3. Medical diagnosis: Classification models can be used in the medical field to diagnose diseases based on symptoms, test results, and other data.

4. Sentiment analysis: Classification models can be used in text analysis to determine the sentiment expressed in text data, such as social media posts or product reviews. This information can be used to understand customer sentiment and improve customer satisfaction.

Here are the general steps to create a classification model in machine learning:

1. Define the problem: Start by defining the problem you want to solve and determining whether it is a classification problem.

2. Collect and prepare the data: Gather the relevant data for your problem, and clean and preprocess the data as necessary. This may involve handling missing values, transforming variables, and scaling the data.

3. Split the data into training and test sets: Divide your data into two sets, one for training the model and one for testing its performance. It is important to keep the test set separate so that you can evaluate the model's performance on unseen data.

4. Choose a model: Select an appropriate model for the problem, such as logistic regression, decision trees, random forests, or support vector machines. Consider the type of data you are working with and the computational resources available.

5. Train the model: Train the model on the training data by fitting the model to the data and optimizing its parameters.

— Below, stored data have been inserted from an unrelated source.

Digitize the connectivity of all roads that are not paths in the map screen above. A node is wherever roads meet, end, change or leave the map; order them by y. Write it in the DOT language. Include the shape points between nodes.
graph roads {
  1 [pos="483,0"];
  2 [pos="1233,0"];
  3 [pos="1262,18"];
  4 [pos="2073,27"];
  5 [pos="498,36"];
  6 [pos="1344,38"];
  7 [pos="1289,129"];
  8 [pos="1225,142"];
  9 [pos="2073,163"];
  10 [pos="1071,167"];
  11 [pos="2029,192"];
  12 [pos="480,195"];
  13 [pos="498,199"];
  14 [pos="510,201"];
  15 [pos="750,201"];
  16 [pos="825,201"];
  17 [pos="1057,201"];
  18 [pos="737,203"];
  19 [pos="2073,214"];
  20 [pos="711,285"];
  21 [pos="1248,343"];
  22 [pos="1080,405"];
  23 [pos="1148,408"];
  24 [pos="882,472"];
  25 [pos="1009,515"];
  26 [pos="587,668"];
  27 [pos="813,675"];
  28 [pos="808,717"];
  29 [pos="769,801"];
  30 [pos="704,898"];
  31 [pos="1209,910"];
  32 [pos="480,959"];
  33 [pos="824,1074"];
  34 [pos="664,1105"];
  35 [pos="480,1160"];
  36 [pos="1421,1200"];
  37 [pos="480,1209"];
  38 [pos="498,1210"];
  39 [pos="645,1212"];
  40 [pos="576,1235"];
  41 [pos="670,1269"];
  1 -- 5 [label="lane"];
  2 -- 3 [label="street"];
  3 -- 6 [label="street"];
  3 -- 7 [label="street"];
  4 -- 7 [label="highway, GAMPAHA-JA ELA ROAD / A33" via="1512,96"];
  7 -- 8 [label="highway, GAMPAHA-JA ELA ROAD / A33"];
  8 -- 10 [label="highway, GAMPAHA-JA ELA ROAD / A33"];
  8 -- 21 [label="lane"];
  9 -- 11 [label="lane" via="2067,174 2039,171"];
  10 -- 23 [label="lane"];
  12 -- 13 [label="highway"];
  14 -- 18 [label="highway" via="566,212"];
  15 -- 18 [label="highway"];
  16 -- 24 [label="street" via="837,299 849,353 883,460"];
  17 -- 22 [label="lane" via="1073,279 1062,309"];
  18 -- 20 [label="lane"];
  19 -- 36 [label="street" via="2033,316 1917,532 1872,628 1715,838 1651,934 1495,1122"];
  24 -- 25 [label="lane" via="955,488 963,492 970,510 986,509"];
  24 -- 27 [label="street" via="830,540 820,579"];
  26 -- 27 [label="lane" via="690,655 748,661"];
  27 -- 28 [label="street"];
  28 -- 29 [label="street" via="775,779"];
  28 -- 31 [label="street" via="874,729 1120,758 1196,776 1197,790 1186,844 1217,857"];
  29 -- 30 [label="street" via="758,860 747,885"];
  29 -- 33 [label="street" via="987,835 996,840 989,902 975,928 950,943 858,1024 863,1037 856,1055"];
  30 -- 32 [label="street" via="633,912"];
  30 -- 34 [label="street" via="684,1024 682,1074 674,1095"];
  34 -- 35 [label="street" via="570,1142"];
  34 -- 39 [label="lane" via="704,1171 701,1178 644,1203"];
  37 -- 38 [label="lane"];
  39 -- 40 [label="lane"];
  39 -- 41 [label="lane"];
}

6. Evaluate the model: Use the test set to evaluate the performance of the model. This may involve computing metrics such as accuracy, precision, recall, and F1 score.

7. Fine-tune the model: Based on the evaluation results, make any necessary changes to the model or the data to improve its performance. Repeat steps 5-7 until you are satisfied with the performance of the model, this is optional

8. Use the model to make predictions: Use the trained model to make predictions on new, unseen data.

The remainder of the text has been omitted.